Riprendendo poi il tema che è stato scelto per l’incontro di Sacrofano, “Siamo il sogno di Dio”, il Papa ha ricordato che «il vostro “carisma sponsale” è una profezia per la realizzazione del sogno di Dio. E qual è il sogno di Dio? Invitando i discepoli a rimanere legati a Lui come i tralci alla vite e pregando il Padre perché li conservi nell’amore, Gesù stesso ce lo svela, implorando che tutti noi possiamo essere “una sola cosa”. Il sogno di Dio per noi è questo: unirci nel suo amore, nella sua comunione, per farci scoprire la bellezza della figliolanza divina e della fraternità tra di noi».
Il Pontefice ha ringraziato per «il servizio che offrite alla Chiesa, ma anche alla società, cioè l’accompagnamento dei coniugi e dei sacerdoti», un «prezioso tassello che contribuisce a realizzare il sogno di Dio. Voi non lo fate con tante parole o con teorie astratte, ma soprattutto entrando con amore nella realtà della vita concreta delle persone. Così il vostro carisma ricorda che la fede è anzitutto un’esperienza di relazione e di incontro».
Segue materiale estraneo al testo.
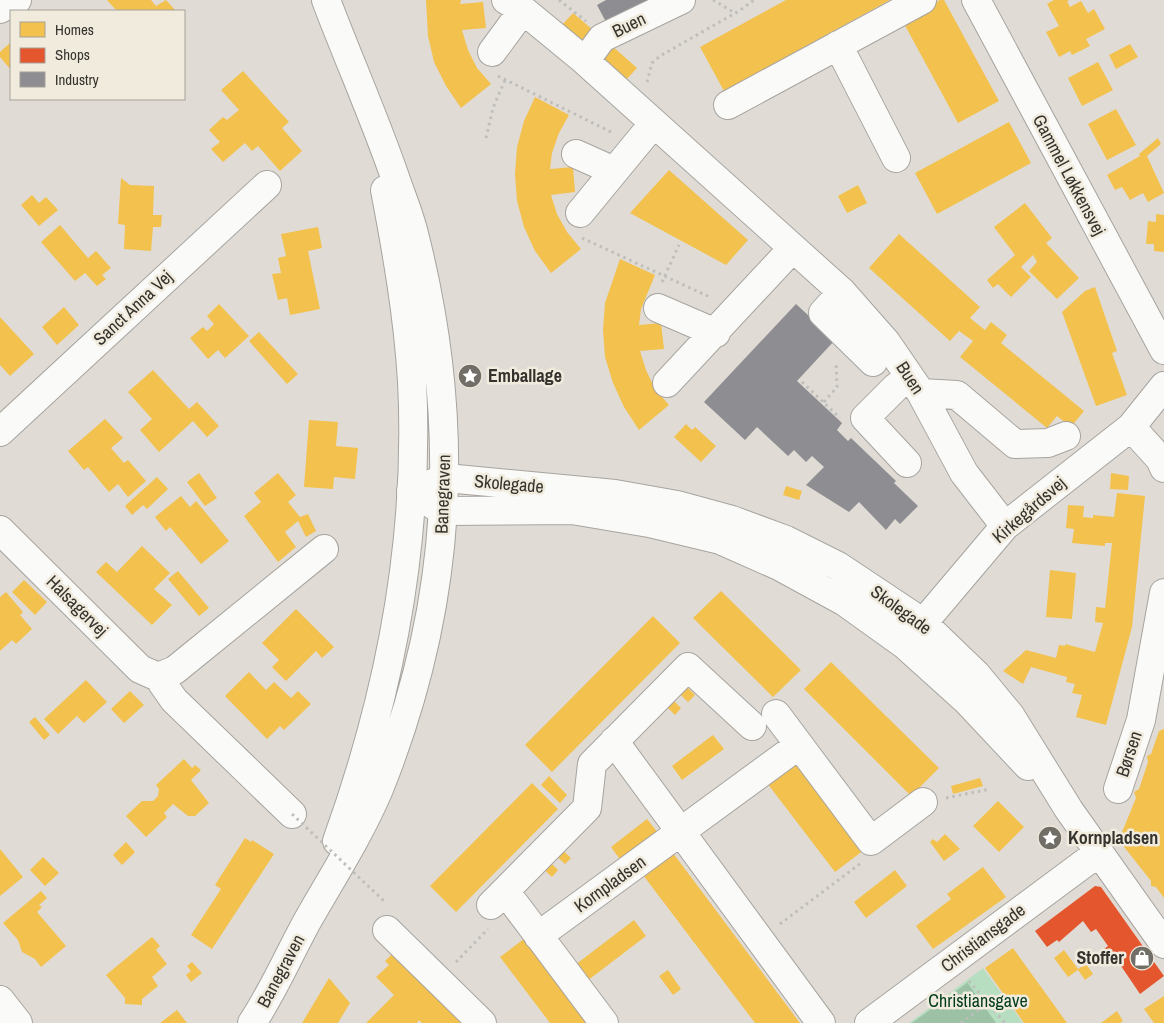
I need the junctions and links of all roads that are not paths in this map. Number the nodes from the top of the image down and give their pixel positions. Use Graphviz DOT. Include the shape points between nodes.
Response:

E, dopo aver sottolineato che «siete un segno per la vita della Chiesa, che è chiamata a percorrere la strada di una sempre maggiore reciprocità tra i doni, i carismi e i ministeri. Lo scambio tra i coniugi e i pastori favorisce l’azione evangelizzatrice di cui oggi abbiamo urgente bisogno», ha anche ricordato che «è attraverso le relazioni, anzitutto testimoniando la bellezza delle relazioni, che riusciamo ad annunciare la ricchezza del Vangelo e a mostrare l’amore che Dio nutre per ogni creatura».
Infine li ha incoraggiati a «continuare con generosità e con passione il vostro impegno: a mettere in circolo le esperienze dei coniugi, dei sacerdoti e dei religiosi; ad aprire le porte del vostro cammino ai giovani e ai fidanzati; a non avere paura di battere nuove strade che aiutino le comunità cristiane a realizzare sempre meglio la convergenza tra gli sposi e i loro pastori. E, soprattutto, a lasciarvi guidare dallo Spirito Santo – lasciarvi guidare dallo Spirito Santo –, che è l’amore di Dio, senza il quale le nostre attività sono sterili e vane».